Collected data entries:
· · · ·

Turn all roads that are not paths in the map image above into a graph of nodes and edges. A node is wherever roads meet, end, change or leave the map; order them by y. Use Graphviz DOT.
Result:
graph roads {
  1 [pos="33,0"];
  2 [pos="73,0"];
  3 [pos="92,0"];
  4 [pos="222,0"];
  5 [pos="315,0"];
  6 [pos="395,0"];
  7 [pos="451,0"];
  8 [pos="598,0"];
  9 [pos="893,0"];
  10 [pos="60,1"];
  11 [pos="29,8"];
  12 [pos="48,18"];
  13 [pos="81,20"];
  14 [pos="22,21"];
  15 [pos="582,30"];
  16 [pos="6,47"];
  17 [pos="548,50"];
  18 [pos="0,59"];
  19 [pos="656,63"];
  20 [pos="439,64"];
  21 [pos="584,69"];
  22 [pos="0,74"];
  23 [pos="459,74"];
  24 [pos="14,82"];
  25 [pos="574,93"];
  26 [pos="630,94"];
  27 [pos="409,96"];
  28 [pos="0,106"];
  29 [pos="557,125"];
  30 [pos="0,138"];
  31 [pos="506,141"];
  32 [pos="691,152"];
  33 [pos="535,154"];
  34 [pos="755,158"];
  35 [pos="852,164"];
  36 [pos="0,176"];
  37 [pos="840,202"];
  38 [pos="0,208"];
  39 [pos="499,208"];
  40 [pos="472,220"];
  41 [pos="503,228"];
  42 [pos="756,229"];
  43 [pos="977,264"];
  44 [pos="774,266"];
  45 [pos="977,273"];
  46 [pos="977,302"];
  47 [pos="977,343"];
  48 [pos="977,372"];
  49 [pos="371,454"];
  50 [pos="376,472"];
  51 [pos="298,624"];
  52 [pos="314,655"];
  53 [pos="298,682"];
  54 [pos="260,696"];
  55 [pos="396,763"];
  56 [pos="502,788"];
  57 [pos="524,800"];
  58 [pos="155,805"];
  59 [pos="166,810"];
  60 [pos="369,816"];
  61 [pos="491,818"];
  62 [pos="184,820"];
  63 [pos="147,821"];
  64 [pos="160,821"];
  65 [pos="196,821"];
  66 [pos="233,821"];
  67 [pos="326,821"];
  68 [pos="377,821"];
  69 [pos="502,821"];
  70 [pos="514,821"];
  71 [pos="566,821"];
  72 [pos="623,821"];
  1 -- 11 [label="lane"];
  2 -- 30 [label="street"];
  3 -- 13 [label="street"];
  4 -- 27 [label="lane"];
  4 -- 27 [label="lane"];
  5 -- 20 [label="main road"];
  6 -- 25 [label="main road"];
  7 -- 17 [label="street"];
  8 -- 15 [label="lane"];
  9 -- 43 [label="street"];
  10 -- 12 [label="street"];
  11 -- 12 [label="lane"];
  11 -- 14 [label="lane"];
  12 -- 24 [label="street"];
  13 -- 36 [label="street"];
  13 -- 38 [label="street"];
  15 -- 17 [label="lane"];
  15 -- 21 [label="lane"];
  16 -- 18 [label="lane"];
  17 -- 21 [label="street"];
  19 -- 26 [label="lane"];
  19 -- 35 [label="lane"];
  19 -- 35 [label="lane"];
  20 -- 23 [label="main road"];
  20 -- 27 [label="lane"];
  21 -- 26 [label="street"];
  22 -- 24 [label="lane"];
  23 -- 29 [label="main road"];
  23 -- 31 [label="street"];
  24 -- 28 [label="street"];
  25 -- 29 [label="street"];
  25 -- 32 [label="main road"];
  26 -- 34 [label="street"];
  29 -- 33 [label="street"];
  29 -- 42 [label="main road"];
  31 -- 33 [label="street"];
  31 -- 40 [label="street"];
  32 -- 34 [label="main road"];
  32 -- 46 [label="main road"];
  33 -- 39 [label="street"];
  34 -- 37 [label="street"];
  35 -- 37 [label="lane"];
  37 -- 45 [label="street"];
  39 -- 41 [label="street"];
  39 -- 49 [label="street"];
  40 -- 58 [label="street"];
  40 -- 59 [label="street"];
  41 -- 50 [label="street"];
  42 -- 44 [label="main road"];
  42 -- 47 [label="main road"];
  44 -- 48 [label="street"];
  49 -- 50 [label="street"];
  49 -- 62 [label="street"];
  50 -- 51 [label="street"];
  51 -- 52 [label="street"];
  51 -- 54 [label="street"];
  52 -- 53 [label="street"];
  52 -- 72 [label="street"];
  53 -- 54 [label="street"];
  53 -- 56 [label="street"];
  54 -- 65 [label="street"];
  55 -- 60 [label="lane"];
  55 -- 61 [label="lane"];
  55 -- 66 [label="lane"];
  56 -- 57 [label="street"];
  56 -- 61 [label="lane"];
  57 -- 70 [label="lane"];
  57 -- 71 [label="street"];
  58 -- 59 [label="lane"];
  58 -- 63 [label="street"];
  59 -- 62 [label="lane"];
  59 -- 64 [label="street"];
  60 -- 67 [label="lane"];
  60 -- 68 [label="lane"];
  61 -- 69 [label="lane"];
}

· · · ·

▸ Work instructions:
The whole of the data is to be returned with every line intact.

▸ Answer box:
Turn all roads that are not paths in the map image above into a graph of nodes and edges. A node is wherever roads meet, end, change or leave the map; order them by y. Use Graphviz DOT.
Result:
graph roads {
  1 [pos="33,0"];
  2 [pos="73,0"];
  3 [pos="92,0"];
  4 [pos="222,0"];
  5 [pos="315,0"];
  6 [pos="395,0"];
  7 [pos="451,0"];
  8 [pos="598,0"];
  9 [pos="893,0"];
  10 [pos="60,1"];
  11 [pos="29,8"];
  12 [pos="48,18"];
  13 [pos="81,20"];
  14 [pos="22,21"];
  15 [pos="582,30"];
  16 [pos="6,47"];
  17 [pos="548,50"];
  18 [pos="0,59"];
  19 [pos="656,63"];
  20 [pos="439,64"];
  21 [pos="584,69"];
  22 [pos="0,74"];
  23 [pos="459,74"];
  24 [pos="14,82"];
  25 [pos="574,93"];
  26 [pos="630,94"];
  27 [pos="409,96"];
  28 [pos="0,106"];
  29 [pos="557,125"];
  30 [pos="0,138"];
  31 [pos="506,141"];
  32 [pos="691,152"];
  33 [pos="535,154"];
  34 [pos="755,158"];
  35 [pos="852,164"];
  36 [pos="0,176"];
  37 [pos="840,202"];
  38 [pos="0,208"];
  39 [pos="499,208"];
  40 [pos="472,220"];
  41 [pos="503,228"];
  42 [pos="756,229"];
  43 [pos="977,264"];
  44 [pos="774,266"];
  45 [pos="977,273"];
  46 [pos="977,302"];
  47 [pos="977,343"];
  48 [pos="977,372"];
  49 [pos="371,454"];
  50 [pos="376,472"];
  51 [pos="298,624"];
  52 [pos="314,655"];
  53 [pos="298,682"];
  54 [pos="260,696"];
  55 [pos="396,763"];
  56 [pos="502,788"];
  57 [pos="524,800"];
  58 [pos="155,805"];
  59 [pos="166,810"];
  60 [pos="369,816"];
  61 [pos="491,818"];
  62 [pos="184,820"];
  63 [pos="147,821"];
  64 [pos="160,821"];
  65 [pos="196,821"];
  66 [pos="233,821"];
  67 [pos="326,821"];
  68 [pos="377,821"];
  69 [pos="502,821"];
  70 [pos="514,821"];
  71 [pos="566,821"];
  72 [pos="623,821"];
  1 -- 11 [label="lane"];
  2 -- 30 [label="street"];
  3 -- 13 [label="street"];
  4 -- 27 [label="lane"];
  4 -- 27 [label="lane"];
  5 -- 20 [label="main road"];
  6 -- 25 [label="main road"];
  7 -- 17 [label="street"];
  8 -- 15 [label="lane"];
  9 -- 43 [label="street"];
  10 -- 12 [label="street"];
  11 -- 12 [label="lane"];
  11 -- 14 [label="lane"];
  12 -- 24 [label="street"];
  13 -- 36 [label="street"];
  13 -- 38 [label="street"];
  15 -- 17 [label="lane"];
  15 -- 21 [label="lane"];
  16 -- 18 [label="lane"];
  17 -- 21 [label="street"];
  19 -- 26 [label="lane"];
  19 -- 35 [label="lane"];
  19 -- 35 [label="lane"];
  20 -- 23 [label="main road"];
  20 -- 27 [label="lane"];
  21 -- 26 [label="street"];
  22 -- 24 [label="lane"];
  23 -- 29 [label="main road"];
  23 -- 31 [label="street"];
  24 -- 28 [label="street"];
  25 -- 29 [label="street"];
  25 -- 32 [label="main road"];
  26 -- 34 [label="street"];
  29 -- 33 [label="street"];
  29 -- 42 [label="main road"];
  31 -- 33 [label="street"];
  31 -- 40 [label="street"];
  32 -- 34 [label="main road"];
  32 -- 46 [label="main road"];
  33 -- 39 [label="street"];
  34 -- 37 [label="street"];
  35 -- 37 [label="lane"];
  37 -- 45 [label="street"];
  39 -- 41 [label="street"];
  39 -- 49 [label="street"];
  40 -- 58 [label="street"];
  40 -- 59 [label="street"];
  41 -- 50 [label="street"];
  42 -- 44 [label="main road"];
  42 -- 47 [label="main road"];
  44 -- 48 [label="street"];
  49 -- 50 [label="street"];
  49 -- 62 [label="street"];
  50 -- 51 [label="street"];
  51 -- 52 [label="street"];
  51 -- 54 [label="street"];
  52 -- 53 [label="street"];
  52 -- 72 [label="street"];
  53 -- 54 [label="street"];
  53 -- 56 [label="street"];
  54 -- 65 [label="street"];
  55 -- 60 [label="lane"];
  55 -- 61 [label="lane"];
  55 -- 66 [label="lane"];
  56 -- 57 [label="street"];
  56 -- 61 [label="lane"];
  57 -- 70 [label="lane"];
  57 -- 71 [label="street"];
  58 -- 59 [label="lane"];
  58 -- 63 [label="street"];
  59 -- 62 [label="lane"];
  59 -- 64 [label="street"];
  60 -- 67 [label="lane"];
  60 -- 68 [label="lane"];
  61 -- 69 [label="lane"];
}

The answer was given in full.